Rice selects Common Reading book

Rice selects Common Reading book
‘Three Cups of Tea: One Man’s Mission to Promote Peace … One School at a Time’

FROM RICE NEWS STAFF REPORTS

All incoming undergraduates and other members of the Rice community are invited to read “Three Cups of Tea: One Man’s Mission to Promote Peace … One School at a Time,” by Greg Mortenson and David Oliver Relin, and participate in follow-up discussions and activities as part of this year’s Rice Common Reading program.

Currently No. 1 on The New York Times’ list of best-selling nonfiction paperbacks,
“Three Cups of Tea” tells the story of Mortenson’s conversion from elite mountaineer to passionate education advocate. It chronicles his experiences using education to combat terrorism and build cultural understanding in the most remote regions of Pakistan and Afghanistan. Over the past 15 years, Mortenson almost single-handedly built and sustained schools for thousands of impoverished Muslim children in the backyard of al-Qaida and the Taliban.

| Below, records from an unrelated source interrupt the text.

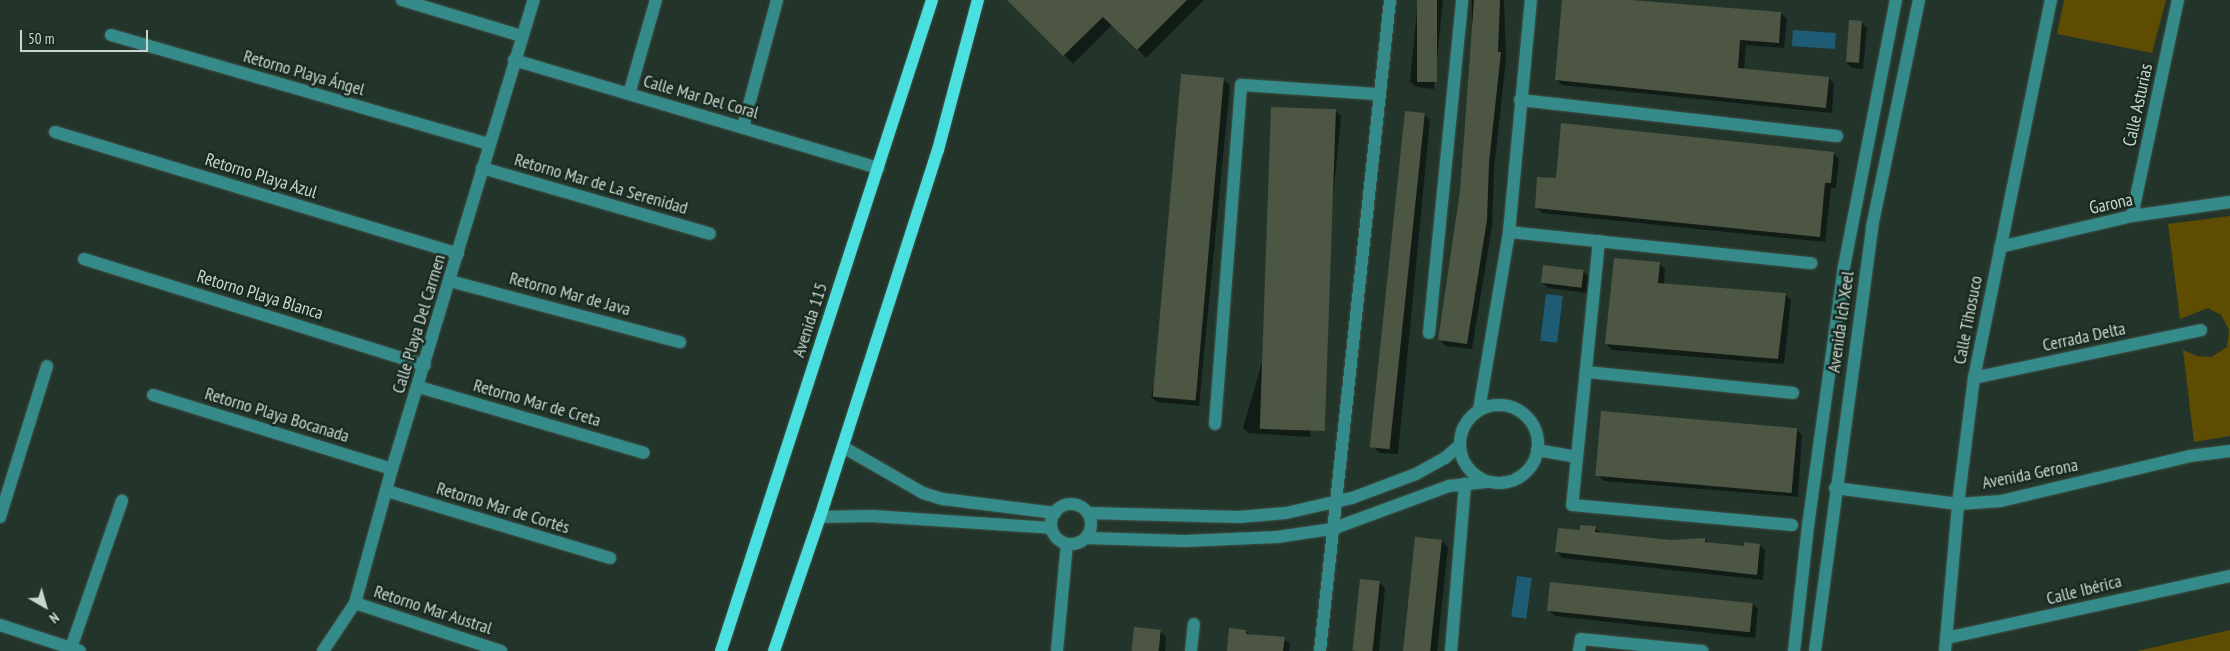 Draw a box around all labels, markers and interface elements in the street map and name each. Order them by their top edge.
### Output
scale bar [22,20,150,52]
text: 50 m [28,29,54,48]
street label: Retorno Playa Ángel [241,45,367,101]
street label: Calle Asturias [2119,62,2157,148]
street label: Calle Mar Del Coral [641,70,761,124]
street label: Retorno Playa Azul [202,149,320,203]
street label: Retorno Mar de La Serenidad [512,149,690,219]
street label: Garona [2087,189,2135,219]
street label: Calle Playa Del Carmen [388,252,450,396]
street label: Retorno Playa Blanca [194,266,326,324]
street label: Retorno Mar de Java [507,267,633,321]
street label: Avenida Ich Xeel [1823,270,1859,374]
street label: Calle Tihosuco [1949,274,1987,366]
street label: Avenida 115 [788,280,832,360]
street label: Cerrada Delta [2041,318,2127,356]
street label: Retorno Mar de Creta [471,375,603,431]
street label: Retorno Playa Bocanada [202,383,352,447]
street label: Avenida Gerona [1980,454,2080,494]
street label: Retorno Mar de Cortés [434,477,572,539]
street label: Calle Ibérica [2044,570,2124,610]
north arrow [20,581,70,631]
street label: Retorno Mar Austral [371,581,495,639]
text: N [46,608,63,627] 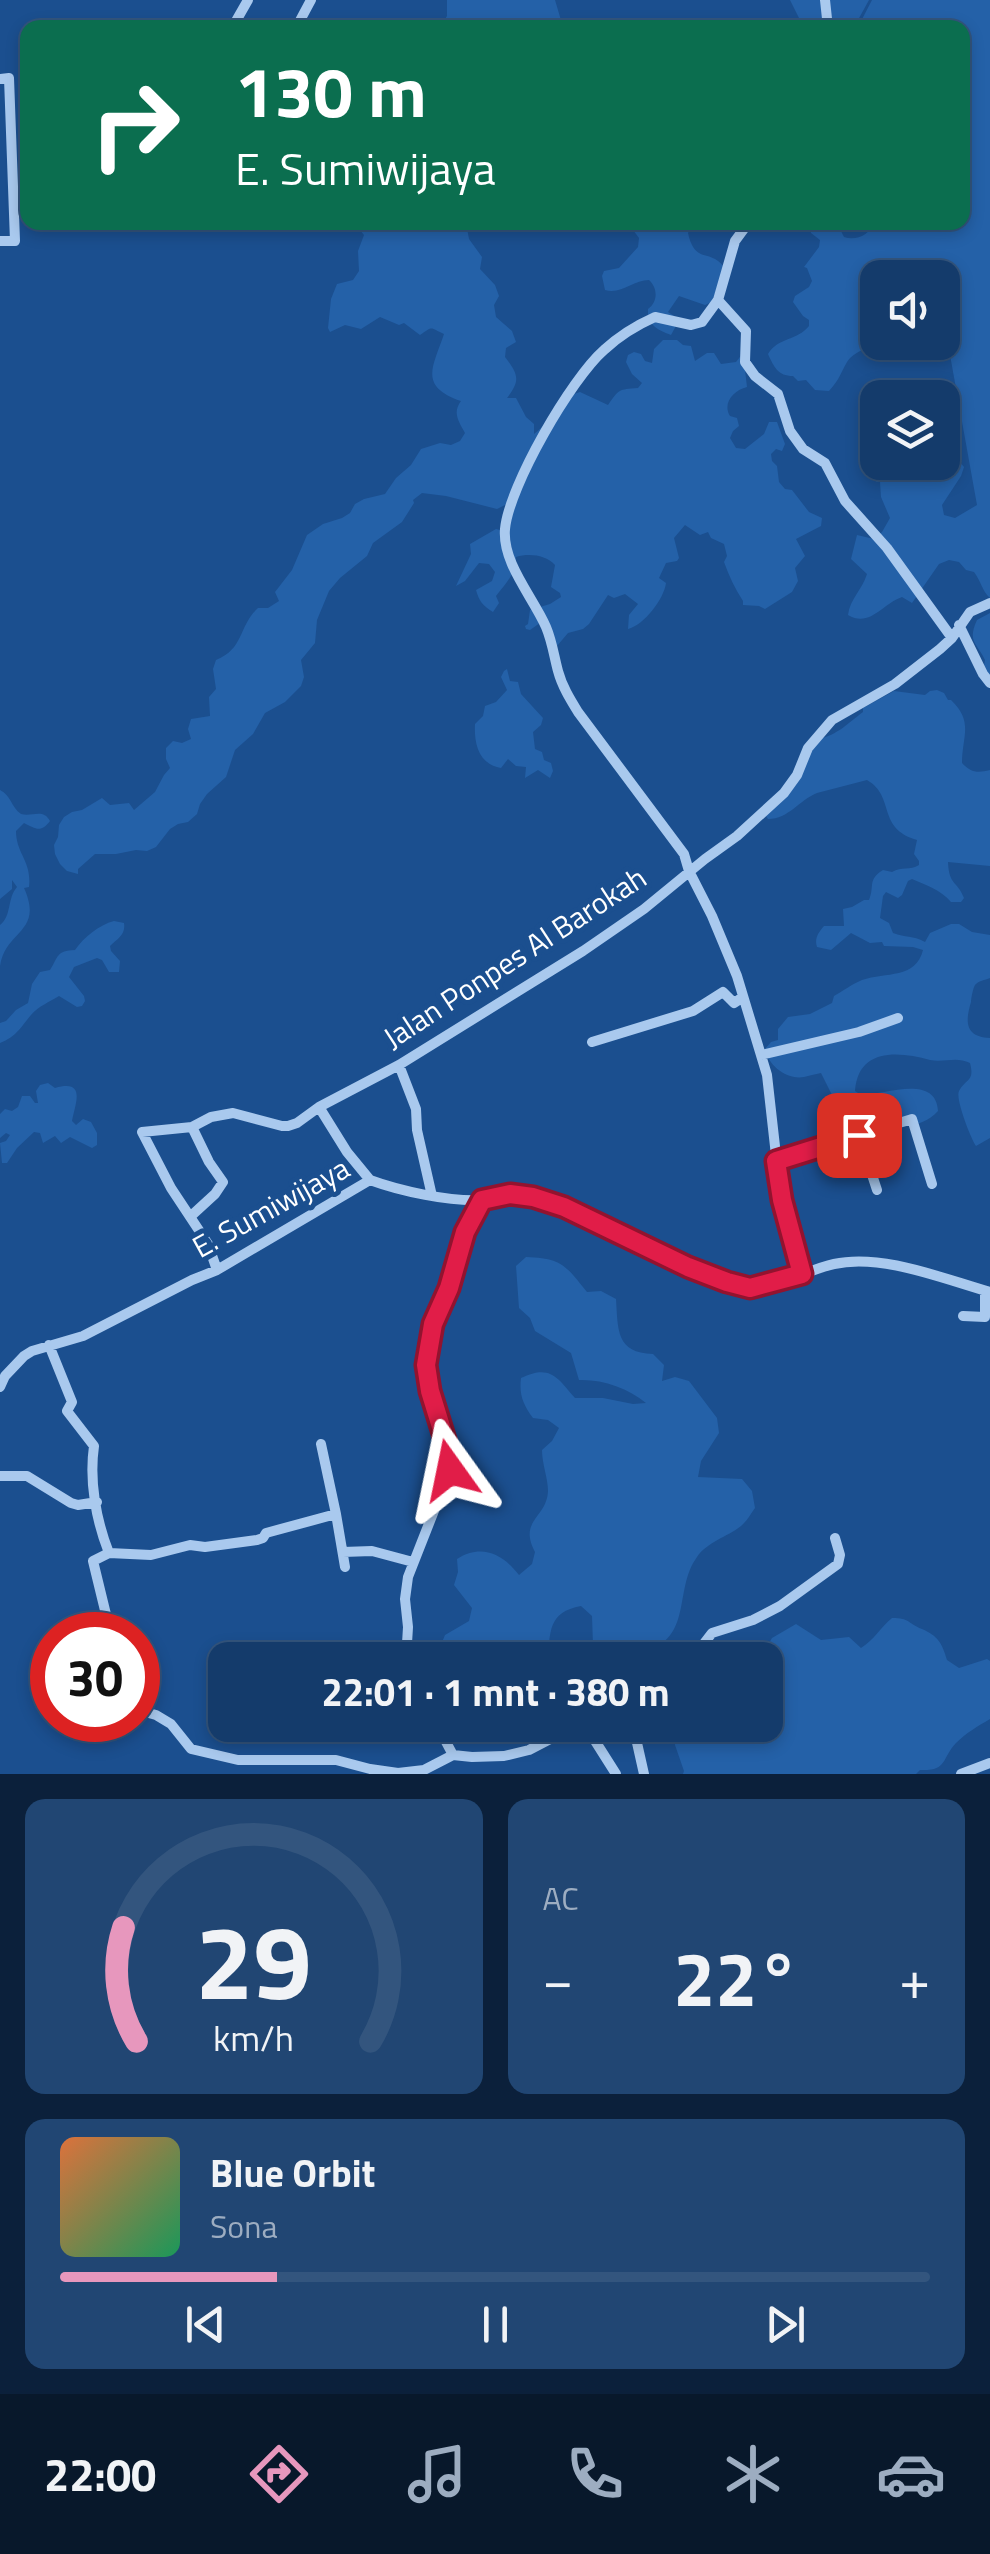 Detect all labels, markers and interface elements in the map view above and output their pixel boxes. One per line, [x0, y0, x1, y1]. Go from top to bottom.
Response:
text: 130 m [235, 38, 427, 144]
icon: right [70, 60, 200, 190]
text: E. Sumiwijaya [235, 134, 495, 202]
map controls [860, 260, 960, 480]
button: sound [860, 260, 960, 360]
button: layers [860, 380, 960, 480]
street label: Jalan Ponpes Al Barokah [374, 855, 655, 1060]
pin [817, 1093, 902, 1178]
icon: arrive [832, 1108, 887, 1163]
street label: E. Sumiwijaya [183, 1145, 358, 1269]
position arrow [398, 1418, 502, 1522]
speed limit sign: 30 [30, 1612, 160, 1742]
text: 22:01 · 1 mnt · 380 m [321, 1663, 670, 1721]
text: AC [543, 1874, 579, 1922]
text: 29 [196, 1881, 312, 2039]
text: 22° [673, 1921, 799, 2035]
text: − [543, 1937, 573, 2020]
text: + [899, 1937, 930, 2020]
text: km/h [213, 2010, 294, 2065]
text: Blue Orbit [210, 2144, 375, 2202]
text: Sona [210, 2202, 277, 2250]
icon: previous [178, 2297, 233, 2352]
icon: pause [468, 2297, 523, 2352]
icon: next [758, 2297, 813, 2352]
icon: directions [244, 2439, 314, 2509]
icon: music [402, 2439, 472, 2509]
icon: phone [560, 2439, 630, 2509]
icon: climate [718, 2439, 788, 2509]
icon: car [876, 2439, 946, 2509]
text: 22:00 [44, 2440, 156, 2508] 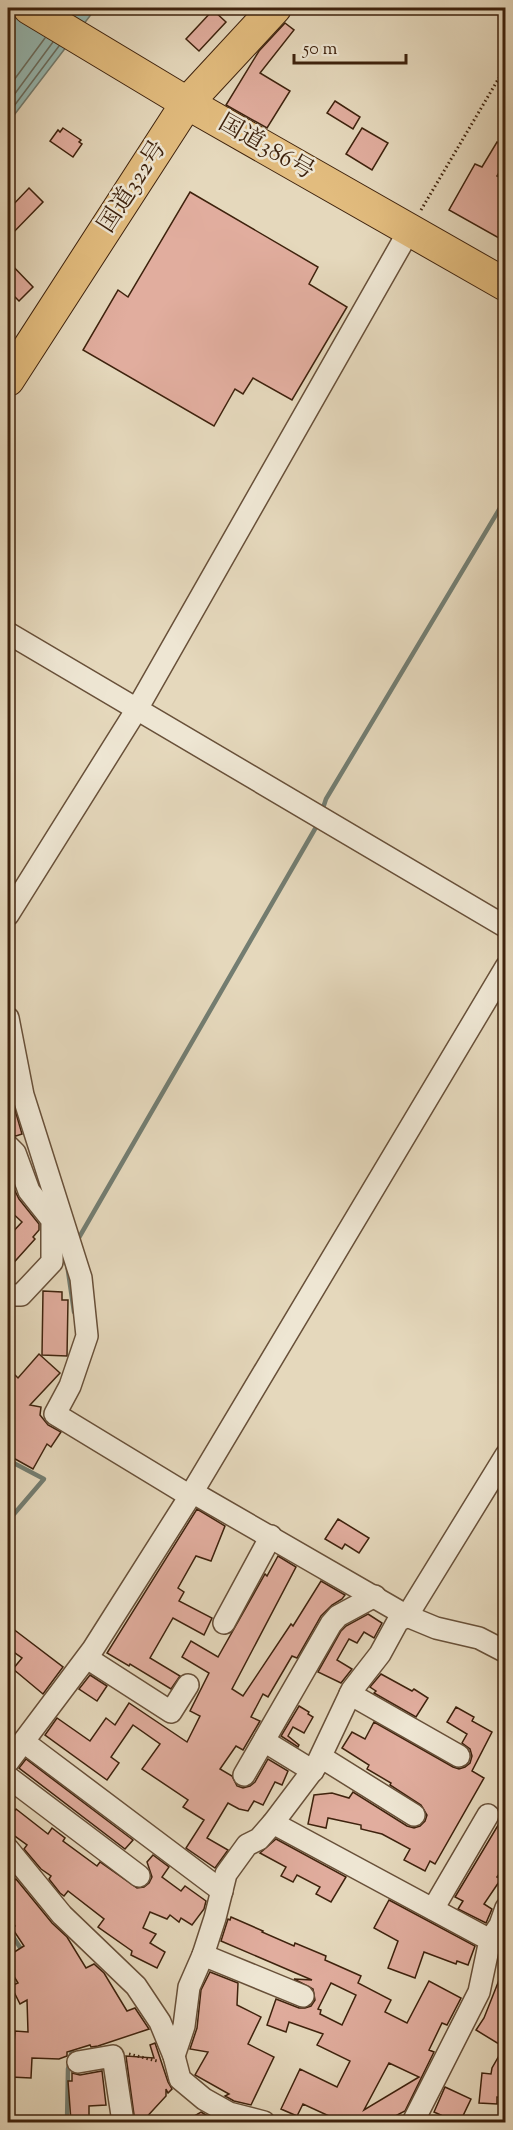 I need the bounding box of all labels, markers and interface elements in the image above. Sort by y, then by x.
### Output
scale bar [294,27,406,65]
text: 50 m [302,37,338,63]
street label: 国道386号 [212,107,320,189]
street label: 国道322号 [90,134,176,240] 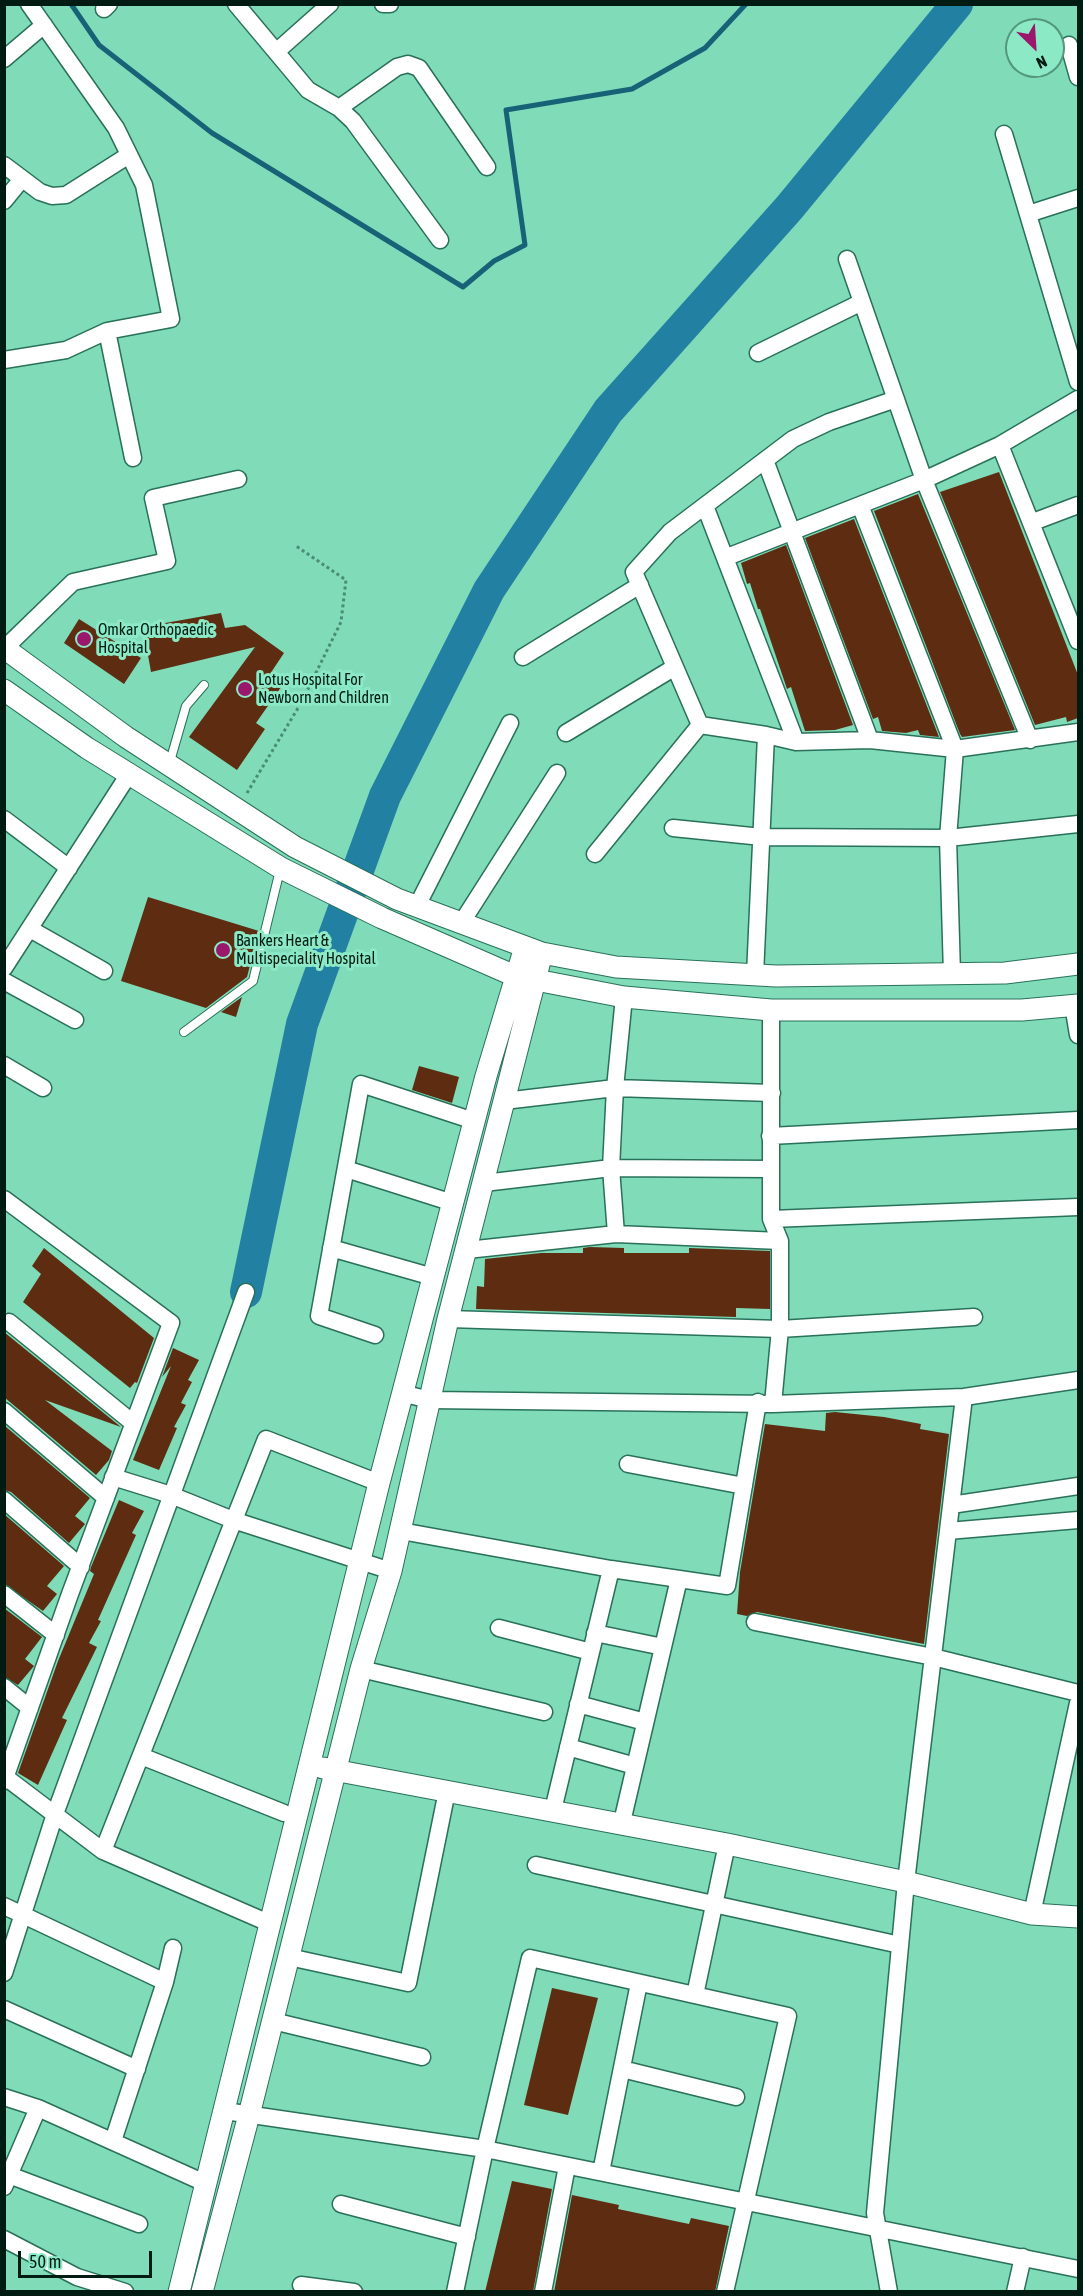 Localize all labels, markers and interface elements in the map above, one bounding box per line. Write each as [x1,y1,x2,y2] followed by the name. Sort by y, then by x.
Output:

”At Rice, we want our students to make distinctive impacts in their communities and to recognize, like Mortenson has, that identifying a social need or problem is just the beginning,” said Robin Forman, dean of undergraduates. “Providing solutions in today’s world requires the ability to cope with ambiguity, the determination to persist in the face of obstacles, an understanding of the delicate interplay between progress and culture, and respect and compassion for people who might be different from us.”

The Common Reading program, which is sponsored by the Dean of Undergraduates Office, provides freshmen with a free book, a series of fall events to discuss the reading, and Web pages with additional resources. O-Week coordinators and advisers, colleges masters, resident associates and coordinators, peer academic advisers and college academic fellows also receive free copies of the book.

”Reading ‘Three Cups of Tea’ at the beginning of their Rice career will expose first-year students to a poorly understood and consequential part of the world,” Forman said. “More importantly, it will help them begin to understand their own potential to affect meaningful change.”

The goals of the program are to welcome students to the Rice intellectual community, provide a shared experience for the entire first-year class and stimulate conversations across the campus community on one of the most pressing issues of the day.

”The story and themes in ‘Three Cups of Tea’ will resonate with the passion for service that already exists among our students,” Forman said. 

The Common Reading will provide the foundation for a series of pertinent events throughout the fall semester focusing on civic engagement — both local and global. That theme will be the focus of campuswide programs and initiatives throughout 2008-09. 

Selection was based upon the recommendation of a committee of students, faculty and staff who were charged with identifying promising options for the program. The committee had considered more than 30 books.